Concordância em todos os segmentos
O apoio à medida é majoritário em todos os recortes analisados. Regionalmente, a concordância varia de 76% no Nordeste a 86% no Sul. No Sudeste, o índice chega a 84%, enquanto no Centro-Oeste/Norte marca 79%.
Por faixa etária, o apoio é maior entre jovens de 16 a 34 anos (85%) e diminui para 74% entre os que têm 60 anos ou mais. Entre homens, 84% defendem o código; entre mulheres, 79%.
A pesquisa também mostra que a proposta atravessa divisões políticas. Entre eleitores do ex-presidente Jair Bolsonaro (PL) no segundo turno de 2022, 88% concordam com a necessidade do código.
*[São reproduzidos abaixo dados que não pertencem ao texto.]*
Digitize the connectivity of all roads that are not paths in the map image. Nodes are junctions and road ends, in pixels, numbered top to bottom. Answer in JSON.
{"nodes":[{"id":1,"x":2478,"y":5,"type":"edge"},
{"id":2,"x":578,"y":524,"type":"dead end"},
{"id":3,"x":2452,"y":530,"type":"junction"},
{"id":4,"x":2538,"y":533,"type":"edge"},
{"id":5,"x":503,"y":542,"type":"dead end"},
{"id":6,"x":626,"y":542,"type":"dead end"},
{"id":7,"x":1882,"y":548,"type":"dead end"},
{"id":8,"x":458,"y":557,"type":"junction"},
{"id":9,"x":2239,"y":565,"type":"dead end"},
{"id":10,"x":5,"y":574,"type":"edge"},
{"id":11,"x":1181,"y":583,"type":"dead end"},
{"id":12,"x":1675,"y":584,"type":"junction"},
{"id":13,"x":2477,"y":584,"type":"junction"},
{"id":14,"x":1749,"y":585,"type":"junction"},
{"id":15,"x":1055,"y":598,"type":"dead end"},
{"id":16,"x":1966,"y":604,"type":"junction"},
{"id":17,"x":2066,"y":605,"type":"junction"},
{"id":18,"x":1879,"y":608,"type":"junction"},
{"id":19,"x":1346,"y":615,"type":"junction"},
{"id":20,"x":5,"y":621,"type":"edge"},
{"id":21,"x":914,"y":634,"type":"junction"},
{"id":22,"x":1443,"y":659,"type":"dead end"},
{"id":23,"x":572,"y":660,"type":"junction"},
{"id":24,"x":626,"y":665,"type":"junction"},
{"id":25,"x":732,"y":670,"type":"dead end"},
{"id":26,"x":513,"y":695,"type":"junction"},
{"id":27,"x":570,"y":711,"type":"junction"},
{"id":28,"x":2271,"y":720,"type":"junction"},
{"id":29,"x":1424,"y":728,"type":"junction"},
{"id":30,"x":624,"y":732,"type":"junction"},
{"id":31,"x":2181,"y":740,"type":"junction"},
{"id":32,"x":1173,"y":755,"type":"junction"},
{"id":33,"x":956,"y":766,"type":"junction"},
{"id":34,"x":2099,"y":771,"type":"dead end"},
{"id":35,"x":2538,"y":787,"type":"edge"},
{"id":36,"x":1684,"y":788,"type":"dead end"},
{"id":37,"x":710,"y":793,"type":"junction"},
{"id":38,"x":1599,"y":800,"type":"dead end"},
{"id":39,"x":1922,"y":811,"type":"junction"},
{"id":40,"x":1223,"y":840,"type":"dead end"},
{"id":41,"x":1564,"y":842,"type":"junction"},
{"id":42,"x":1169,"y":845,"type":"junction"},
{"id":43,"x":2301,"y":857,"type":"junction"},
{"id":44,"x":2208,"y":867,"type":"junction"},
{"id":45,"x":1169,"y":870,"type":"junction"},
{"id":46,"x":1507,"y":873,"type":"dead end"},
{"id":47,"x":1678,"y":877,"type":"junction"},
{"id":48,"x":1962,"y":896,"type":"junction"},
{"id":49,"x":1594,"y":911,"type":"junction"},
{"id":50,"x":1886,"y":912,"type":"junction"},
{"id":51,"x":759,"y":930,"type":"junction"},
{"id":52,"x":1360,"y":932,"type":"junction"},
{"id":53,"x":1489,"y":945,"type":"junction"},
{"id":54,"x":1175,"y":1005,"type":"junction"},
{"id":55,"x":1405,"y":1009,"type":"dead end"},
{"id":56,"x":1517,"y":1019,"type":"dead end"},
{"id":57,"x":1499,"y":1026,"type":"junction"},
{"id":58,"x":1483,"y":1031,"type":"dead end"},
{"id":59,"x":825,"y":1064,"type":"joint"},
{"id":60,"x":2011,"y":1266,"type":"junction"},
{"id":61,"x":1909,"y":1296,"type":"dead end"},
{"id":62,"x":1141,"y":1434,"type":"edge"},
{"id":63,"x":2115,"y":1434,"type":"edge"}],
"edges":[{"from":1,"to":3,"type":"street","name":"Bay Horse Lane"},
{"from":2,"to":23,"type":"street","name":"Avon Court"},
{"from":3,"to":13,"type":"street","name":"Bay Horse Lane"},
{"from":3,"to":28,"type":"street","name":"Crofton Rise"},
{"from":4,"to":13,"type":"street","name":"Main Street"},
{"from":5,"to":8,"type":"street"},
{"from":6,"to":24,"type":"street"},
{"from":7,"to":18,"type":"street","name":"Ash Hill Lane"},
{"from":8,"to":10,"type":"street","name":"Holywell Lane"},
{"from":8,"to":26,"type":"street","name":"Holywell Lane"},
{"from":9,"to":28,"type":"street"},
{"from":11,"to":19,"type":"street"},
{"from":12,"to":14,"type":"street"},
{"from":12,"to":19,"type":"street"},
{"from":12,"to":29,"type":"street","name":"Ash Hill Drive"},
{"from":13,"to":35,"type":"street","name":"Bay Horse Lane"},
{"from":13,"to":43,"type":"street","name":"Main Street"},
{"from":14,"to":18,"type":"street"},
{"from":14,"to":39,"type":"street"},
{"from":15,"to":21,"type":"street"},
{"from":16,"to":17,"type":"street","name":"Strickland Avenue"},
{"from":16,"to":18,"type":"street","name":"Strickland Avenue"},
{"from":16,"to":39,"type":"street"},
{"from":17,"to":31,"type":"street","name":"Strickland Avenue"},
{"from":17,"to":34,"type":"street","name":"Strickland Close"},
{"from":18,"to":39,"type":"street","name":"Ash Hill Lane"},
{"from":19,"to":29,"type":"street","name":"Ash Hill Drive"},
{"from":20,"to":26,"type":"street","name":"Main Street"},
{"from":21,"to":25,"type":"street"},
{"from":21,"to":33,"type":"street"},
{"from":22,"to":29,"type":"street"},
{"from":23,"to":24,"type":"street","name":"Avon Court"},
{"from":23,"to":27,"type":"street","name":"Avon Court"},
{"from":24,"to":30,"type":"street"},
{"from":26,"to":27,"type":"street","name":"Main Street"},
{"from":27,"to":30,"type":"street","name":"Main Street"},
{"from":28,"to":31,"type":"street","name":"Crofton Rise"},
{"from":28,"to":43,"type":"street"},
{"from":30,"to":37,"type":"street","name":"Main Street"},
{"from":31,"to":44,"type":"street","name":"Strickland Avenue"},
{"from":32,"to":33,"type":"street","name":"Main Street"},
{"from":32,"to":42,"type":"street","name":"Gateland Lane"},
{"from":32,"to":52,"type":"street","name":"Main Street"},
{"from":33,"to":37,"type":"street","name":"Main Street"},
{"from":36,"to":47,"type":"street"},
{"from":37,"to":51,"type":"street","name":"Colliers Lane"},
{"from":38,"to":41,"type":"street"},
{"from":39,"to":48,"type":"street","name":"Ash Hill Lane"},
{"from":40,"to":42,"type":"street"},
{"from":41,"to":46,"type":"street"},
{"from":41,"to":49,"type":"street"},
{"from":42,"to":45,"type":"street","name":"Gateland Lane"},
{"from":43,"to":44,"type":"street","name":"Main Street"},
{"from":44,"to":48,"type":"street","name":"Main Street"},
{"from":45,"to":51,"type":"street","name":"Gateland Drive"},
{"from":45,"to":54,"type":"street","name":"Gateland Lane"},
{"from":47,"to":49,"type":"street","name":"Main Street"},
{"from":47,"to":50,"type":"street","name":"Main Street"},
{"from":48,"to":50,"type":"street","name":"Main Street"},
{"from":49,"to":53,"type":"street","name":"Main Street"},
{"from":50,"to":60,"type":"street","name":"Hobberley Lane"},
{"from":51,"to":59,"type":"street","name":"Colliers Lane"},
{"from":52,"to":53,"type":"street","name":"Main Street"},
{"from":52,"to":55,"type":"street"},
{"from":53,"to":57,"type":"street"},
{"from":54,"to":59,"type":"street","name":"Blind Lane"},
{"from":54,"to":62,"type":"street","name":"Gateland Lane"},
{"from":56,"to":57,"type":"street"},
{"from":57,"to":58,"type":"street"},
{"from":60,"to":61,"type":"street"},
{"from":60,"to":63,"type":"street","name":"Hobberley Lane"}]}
Entre os eleitores do presidente Luiz Inácio Lula da Silva (PT), o percentual é de 76%. No recorte ideológico, a concordância vai de 74% entre lulistas a 92% entre os que se declaram de direita não bolsonarista.
Entre os que aprovam o governo Lula, 76% defendem a medida; já entre os que desaprovam, o índice sobe para 87%.
O levantamento foi encomendado pela Genial Investimentos e ouviu 2.004 pessoas com 16 anos ou mais entre os dias 5 e 9 de fevereiro. A margem de erro é de dois pontos percentuais, para mais ou para menos, e o nível de confiança é de 95%.
Repercussão do caso Banco Master
A divulgação da pesquisa ocorre em meio à repercussão do caso Banco Master, que colocou sob escrutínio a atuação dos ministros Dias Toffoli e Alexandre de Moraes.
Nesta quinta-feira, Toffoli, relator do caso na Corte, confirmou, em nota, que integra o quadro societário da empresa Maridt, que foi sócia do resort Tayayá, no Paraná. A Maridt vendeu, em 2021, participação no empreendimento a um fundo ligado ao banqueiro Daniel Vorcaro, acusado de liderar esquema de fraude sob análise do próprio ministro. Toffoli afirma não manter relação de amizade com Vorcaro nem ter recebido valores do empresário.
A nota foi divulgada após a Polícia Federal (PF) solicitar, na quarta-feira (11), a suspeição do ministro no caso envolvendo o Master, após encontrar menções ao nome do magistrado no celular de Vorcaro.
Além das mensagens relacionadas a Toffoli, a PF identificou conversas entre o banqueiro e o ministro. A informação foi publicada pelo site UOL e confirmada pelo Estadão junto a fontes com acesso à investigação.
O caso também alcançou Alexandre de Moraes. Em dezembro, o jornal O Globo revelou um contrato de R$ 129 milhões firmado entre o Banco Master e o escritório de Viviane Barci, esposa do ministro.
Essas revelações intensificaram o debate sobre a necessidade de regras específicas para disciplinar a participação de ministros em atividades privadas e a gestão de possíveis conflitos de interesse, tema já discutido pelo presidente da Corte, Edson Fachin, e defendido por setores do Congresso Nacional.